T.C. Kültür ve Turizm Bakanlığı'na bağlı olarak 16.08.1988 yılından beri hizmet vermektedir.
Devrek'in Tarihçesi
Devrek’in kısa tarihçesi: 14 yy.da İstanbul, Bolu, Gerede, Tosya, Amasya, Tokat, Sivas kervan yolunun Gerede’ den ayrılan kolu Safranbolu üzerinden Kastamonu ve Sinop’ a varıyordu. Bu kervan yolunun deniz bağlantısı ise Safranbolu- Bartın- Amasra, Devrek- Filyos güzergahından devam ediyordu. Bölge aynı zamanda Anadolu- Kefe (Kırım) deniz ticaret yolu güzergahının liman merkezi olması nedeniyle de çok önemli bir konumdaydı.
Tacirler mallarını; Devrek kervan yolunun Karadeniz’ le olan yol güzergahında olması nedeniyle uzak doğudan veya Arap Ülkelerinden Avrupa’ya, Rusya’ya veya buralardan geldikleri yerlere taşımışlardır.
Fatih Sultan Mehmet 1460-61’ de Amasra’ nın fethine giderken bu yol güzergahını kullanmıştır . Görüldüğü gibi bölge denizyolu güzergahında olması nedeniyle çok önemli ve stratejik bir konuma sahiptir.

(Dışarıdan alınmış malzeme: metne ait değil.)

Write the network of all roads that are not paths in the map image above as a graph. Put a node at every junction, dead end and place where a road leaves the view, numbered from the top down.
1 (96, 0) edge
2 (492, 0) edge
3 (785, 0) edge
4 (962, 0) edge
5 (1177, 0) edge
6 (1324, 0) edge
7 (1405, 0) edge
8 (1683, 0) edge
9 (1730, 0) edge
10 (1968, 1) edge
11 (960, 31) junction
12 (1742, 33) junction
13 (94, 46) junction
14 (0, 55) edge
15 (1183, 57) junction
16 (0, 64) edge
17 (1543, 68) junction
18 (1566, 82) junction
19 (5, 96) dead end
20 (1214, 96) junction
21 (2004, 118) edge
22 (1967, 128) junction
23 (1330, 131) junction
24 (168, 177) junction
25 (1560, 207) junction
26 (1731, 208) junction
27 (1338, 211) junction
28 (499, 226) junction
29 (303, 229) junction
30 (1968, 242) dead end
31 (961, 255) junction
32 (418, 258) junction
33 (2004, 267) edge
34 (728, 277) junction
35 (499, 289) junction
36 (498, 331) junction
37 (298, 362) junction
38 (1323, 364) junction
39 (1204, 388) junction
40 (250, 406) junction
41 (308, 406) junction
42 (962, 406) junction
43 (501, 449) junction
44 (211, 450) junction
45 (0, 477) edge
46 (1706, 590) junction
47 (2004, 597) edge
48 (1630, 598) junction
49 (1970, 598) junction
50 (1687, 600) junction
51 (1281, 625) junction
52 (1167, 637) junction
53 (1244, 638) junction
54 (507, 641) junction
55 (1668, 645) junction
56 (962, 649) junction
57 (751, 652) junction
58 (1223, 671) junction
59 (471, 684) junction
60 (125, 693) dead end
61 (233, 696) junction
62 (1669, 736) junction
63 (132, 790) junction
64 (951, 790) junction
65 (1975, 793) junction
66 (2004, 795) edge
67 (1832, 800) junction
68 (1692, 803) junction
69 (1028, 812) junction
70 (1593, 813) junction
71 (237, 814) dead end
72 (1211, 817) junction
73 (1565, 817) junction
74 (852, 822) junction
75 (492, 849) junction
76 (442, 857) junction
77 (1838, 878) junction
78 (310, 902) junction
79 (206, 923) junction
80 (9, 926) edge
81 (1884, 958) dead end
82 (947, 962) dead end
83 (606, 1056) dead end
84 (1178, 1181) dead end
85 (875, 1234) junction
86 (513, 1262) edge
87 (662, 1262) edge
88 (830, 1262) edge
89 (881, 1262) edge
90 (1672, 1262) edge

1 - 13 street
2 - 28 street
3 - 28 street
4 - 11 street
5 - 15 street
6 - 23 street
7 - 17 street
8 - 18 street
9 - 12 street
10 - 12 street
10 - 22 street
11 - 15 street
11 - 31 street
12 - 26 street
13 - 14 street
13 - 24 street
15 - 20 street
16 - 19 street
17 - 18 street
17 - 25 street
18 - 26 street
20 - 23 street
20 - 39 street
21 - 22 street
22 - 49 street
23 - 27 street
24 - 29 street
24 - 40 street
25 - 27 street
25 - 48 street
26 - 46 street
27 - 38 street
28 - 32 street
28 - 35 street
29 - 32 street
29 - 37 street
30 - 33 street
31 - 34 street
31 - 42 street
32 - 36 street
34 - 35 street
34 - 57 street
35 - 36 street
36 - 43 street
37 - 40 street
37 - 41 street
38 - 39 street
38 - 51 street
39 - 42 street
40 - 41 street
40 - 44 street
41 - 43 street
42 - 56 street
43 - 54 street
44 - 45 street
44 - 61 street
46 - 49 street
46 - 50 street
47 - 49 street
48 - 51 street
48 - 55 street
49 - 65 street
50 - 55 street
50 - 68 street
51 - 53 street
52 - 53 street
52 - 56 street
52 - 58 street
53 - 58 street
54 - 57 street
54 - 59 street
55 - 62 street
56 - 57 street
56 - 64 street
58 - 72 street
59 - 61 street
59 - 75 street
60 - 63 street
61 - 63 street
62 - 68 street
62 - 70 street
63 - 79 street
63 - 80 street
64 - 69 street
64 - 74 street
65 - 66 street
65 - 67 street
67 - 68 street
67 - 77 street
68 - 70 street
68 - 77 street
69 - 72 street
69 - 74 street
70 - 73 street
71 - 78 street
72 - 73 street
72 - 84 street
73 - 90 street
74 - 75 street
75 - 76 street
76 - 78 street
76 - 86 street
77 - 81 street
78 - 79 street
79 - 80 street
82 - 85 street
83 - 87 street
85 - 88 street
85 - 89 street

1890 tarihli Kastamonu salnamesi “Hamidiye (Devrek) Kazası Muhallat ve Kurası “ başlıklı belge Devrek’ te; cami-i cedit, cami-i atik ve “ Ermeni mahallesiyle beraber” 3 mahalle olduğunu ve 42 hanelik Ermeni mahallesinde 392 “ Ermeni “ cemaatın yaşadığını belirmektedir..
1887 yılında,Bartın’a bağlı olan Çaycuma ile yine o zamana kadar Ereğli’ye bağlı olan Devrek ( O zamanki Devrek şimdiki Devrek’ ten biraz daha yukarıda bir yerleşim yeri. Eski kayıtların bir çoğunda” Nefs-i Yılanca” olarak geçiyor. “Nesf” Osmanlıca’da “ merkezi yerleşim yeri” olarak belirtildiğine göre muhtemelen 1500’lü yıllarda asıl yerleşim yeri burasıydı. Şu andaki Devrek’te ise ekseriyetle Hıristiyan ahali ile ticaret erbabı Müslüman ağalar- beyler ve Askeri erkan ikamet ediyordu.) birleşti ve Sultan Hamit’ in adına ithafen ”Hamidiye” kazası oldu ve Ereğli’den ayrılıp doğrudan Bolu’ya bağlandı. Yine aynı tarihli belgenin devamında o tarihlerde Devrek’te baston yapımcılığının bir meslek olduğu ve bu bastonların Devrek dışına satıldığı belirtilmektedir.